DATA TO PROCESS →
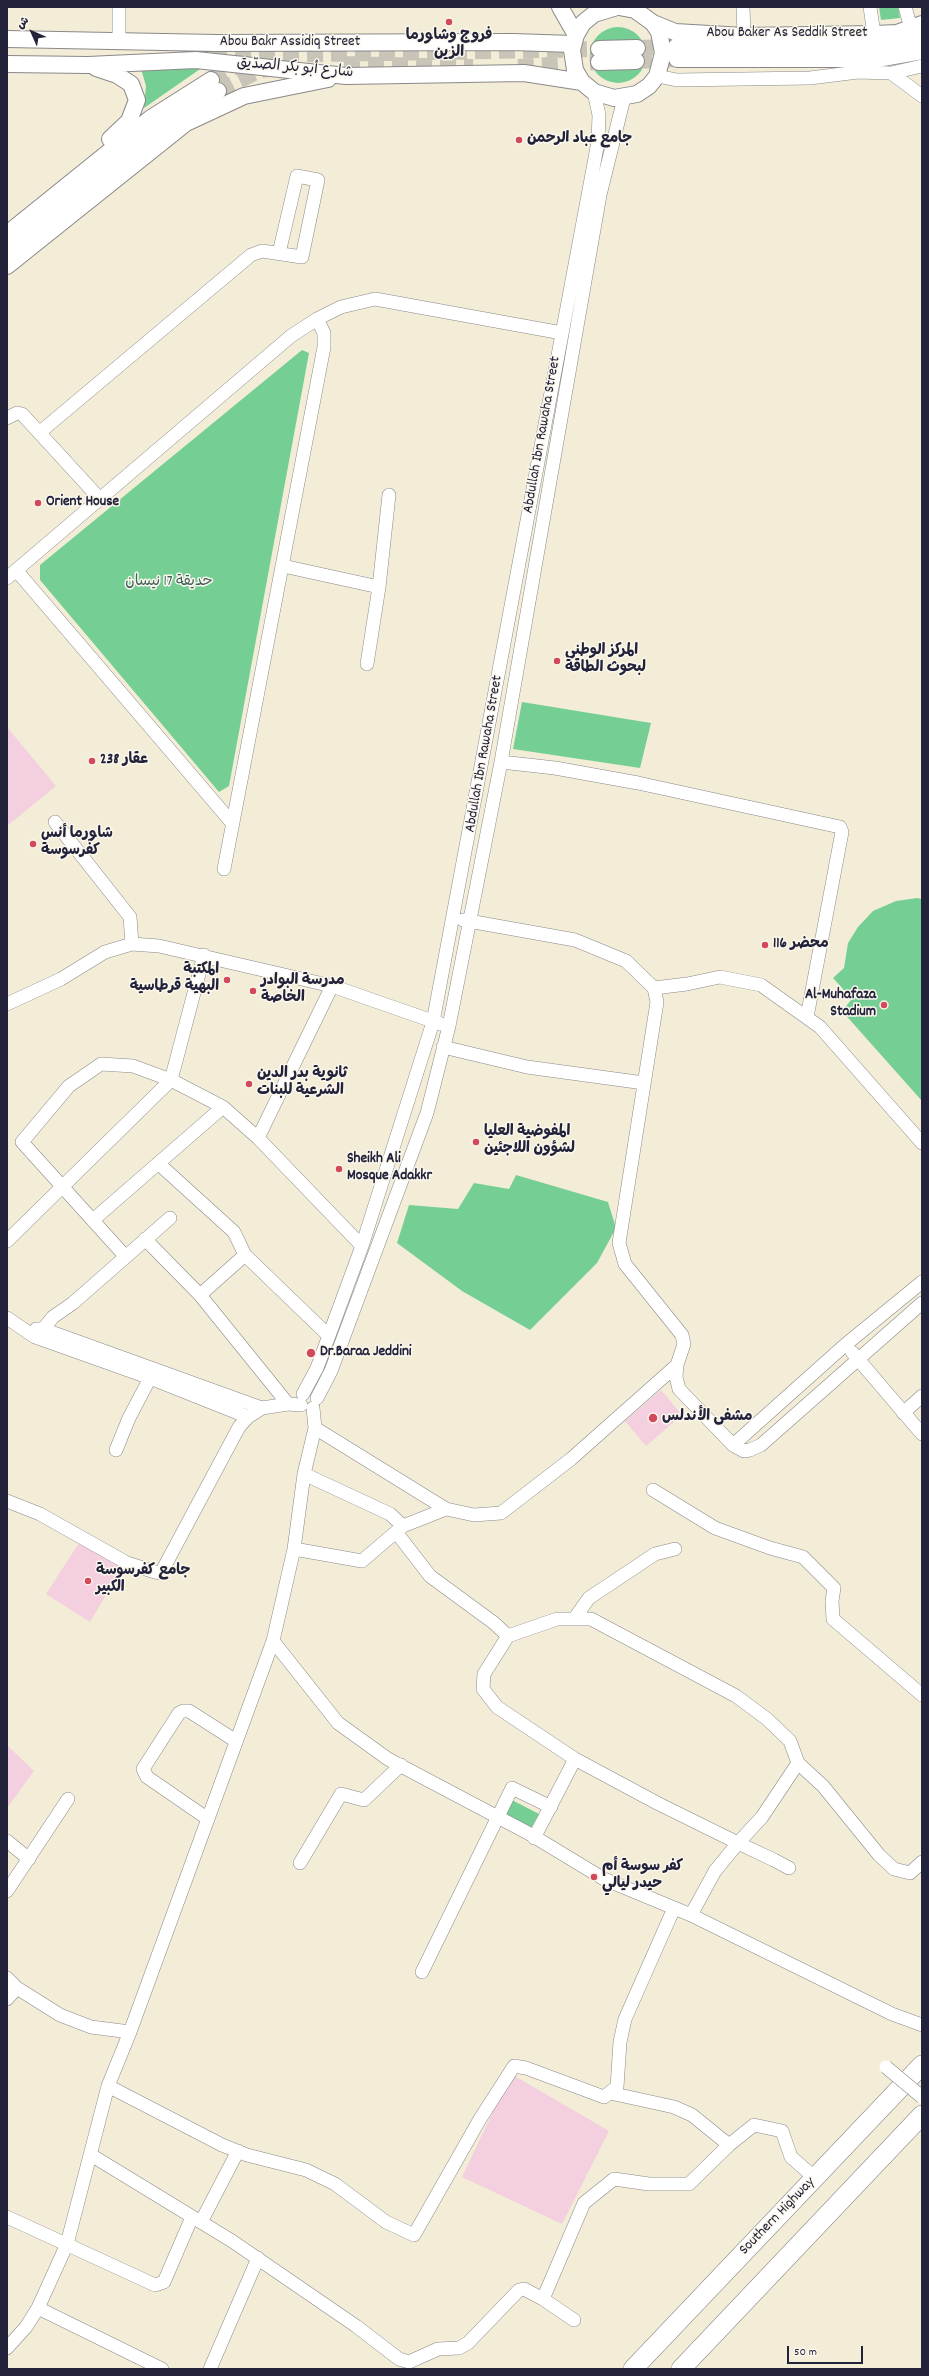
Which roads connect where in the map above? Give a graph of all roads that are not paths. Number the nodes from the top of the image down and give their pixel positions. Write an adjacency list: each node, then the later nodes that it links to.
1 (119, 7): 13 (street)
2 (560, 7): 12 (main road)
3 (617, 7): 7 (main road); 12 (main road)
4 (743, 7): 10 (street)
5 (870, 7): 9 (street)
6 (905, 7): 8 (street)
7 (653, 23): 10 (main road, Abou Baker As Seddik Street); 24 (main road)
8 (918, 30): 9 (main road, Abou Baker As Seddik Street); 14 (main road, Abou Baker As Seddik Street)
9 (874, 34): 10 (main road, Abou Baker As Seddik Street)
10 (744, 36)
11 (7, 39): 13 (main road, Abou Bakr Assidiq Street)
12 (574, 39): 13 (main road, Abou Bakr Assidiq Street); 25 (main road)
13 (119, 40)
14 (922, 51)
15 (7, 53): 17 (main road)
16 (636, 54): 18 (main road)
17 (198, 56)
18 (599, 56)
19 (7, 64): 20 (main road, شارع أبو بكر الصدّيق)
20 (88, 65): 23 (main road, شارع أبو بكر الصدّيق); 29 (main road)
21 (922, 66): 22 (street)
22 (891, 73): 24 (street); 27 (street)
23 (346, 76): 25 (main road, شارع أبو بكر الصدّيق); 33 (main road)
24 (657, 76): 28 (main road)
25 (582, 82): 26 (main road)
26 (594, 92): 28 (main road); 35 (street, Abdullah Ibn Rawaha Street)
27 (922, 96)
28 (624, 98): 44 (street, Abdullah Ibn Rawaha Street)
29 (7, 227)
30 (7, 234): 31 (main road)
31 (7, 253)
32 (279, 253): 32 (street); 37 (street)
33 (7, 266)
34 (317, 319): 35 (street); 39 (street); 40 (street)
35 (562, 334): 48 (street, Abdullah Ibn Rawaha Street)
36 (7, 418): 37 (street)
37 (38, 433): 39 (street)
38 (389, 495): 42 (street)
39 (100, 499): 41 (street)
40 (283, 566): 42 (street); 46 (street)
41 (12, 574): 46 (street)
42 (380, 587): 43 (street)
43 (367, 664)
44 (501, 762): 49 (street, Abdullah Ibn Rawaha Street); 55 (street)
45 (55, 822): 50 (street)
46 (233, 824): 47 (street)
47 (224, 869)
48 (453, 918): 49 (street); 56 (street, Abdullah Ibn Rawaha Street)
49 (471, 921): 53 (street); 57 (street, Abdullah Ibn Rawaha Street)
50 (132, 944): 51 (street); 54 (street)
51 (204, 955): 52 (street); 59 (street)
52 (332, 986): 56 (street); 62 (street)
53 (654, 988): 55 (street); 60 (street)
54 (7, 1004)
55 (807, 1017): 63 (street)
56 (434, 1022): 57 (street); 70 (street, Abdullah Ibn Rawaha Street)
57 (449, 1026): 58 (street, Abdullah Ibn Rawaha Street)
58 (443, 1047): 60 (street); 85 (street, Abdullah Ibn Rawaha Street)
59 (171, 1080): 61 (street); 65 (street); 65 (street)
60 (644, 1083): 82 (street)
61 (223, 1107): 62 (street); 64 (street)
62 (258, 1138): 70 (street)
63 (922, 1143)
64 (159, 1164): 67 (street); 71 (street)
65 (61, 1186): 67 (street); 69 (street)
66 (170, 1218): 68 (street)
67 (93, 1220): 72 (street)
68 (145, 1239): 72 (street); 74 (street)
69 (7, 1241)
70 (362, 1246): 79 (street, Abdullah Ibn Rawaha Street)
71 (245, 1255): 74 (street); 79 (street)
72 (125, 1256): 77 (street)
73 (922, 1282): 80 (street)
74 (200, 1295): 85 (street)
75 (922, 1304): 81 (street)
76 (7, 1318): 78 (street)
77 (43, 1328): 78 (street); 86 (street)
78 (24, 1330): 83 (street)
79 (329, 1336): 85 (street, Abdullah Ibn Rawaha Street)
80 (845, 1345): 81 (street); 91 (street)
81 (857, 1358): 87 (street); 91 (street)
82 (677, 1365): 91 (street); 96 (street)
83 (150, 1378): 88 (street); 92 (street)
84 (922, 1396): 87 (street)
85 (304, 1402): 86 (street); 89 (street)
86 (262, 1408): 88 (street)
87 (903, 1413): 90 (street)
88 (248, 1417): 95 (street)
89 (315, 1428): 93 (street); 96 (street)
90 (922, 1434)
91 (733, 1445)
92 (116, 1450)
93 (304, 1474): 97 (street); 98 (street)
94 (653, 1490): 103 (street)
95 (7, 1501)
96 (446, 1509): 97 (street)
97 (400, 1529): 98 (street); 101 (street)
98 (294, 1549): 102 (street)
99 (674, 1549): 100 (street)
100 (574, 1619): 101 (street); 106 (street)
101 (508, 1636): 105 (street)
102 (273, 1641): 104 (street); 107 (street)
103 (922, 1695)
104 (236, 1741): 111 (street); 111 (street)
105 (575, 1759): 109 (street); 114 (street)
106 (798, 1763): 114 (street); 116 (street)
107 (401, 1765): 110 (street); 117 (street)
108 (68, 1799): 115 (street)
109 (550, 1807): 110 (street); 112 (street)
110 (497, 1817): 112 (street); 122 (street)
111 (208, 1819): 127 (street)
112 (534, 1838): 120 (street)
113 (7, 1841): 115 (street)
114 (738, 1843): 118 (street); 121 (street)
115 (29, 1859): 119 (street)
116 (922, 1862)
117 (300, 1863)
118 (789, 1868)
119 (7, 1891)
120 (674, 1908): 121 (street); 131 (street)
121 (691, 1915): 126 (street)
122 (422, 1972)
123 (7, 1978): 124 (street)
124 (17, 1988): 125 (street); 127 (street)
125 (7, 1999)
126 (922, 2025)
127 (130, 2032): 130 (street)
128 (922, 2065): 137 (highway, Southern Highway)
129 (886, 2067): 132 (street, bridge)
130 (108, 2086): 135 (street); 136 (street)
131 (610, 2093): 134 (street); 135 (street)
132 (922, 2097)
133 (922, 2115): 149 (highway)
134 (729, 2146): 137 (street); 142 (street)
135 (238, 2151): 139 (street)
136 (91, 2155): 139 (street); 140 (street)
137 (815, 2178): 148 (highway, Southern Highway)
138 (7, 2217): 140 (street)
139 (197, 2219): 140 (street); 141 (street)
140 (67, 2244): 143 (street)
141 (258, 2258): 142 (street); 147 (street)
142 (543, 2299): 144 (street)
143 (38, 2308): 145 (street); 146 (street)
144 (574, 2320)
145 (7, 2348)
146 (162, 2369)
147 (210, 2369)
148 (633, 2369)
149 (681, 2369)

TO DO → A single figure is required: how many lines above contain the word "Abou".

RESPONSE → 5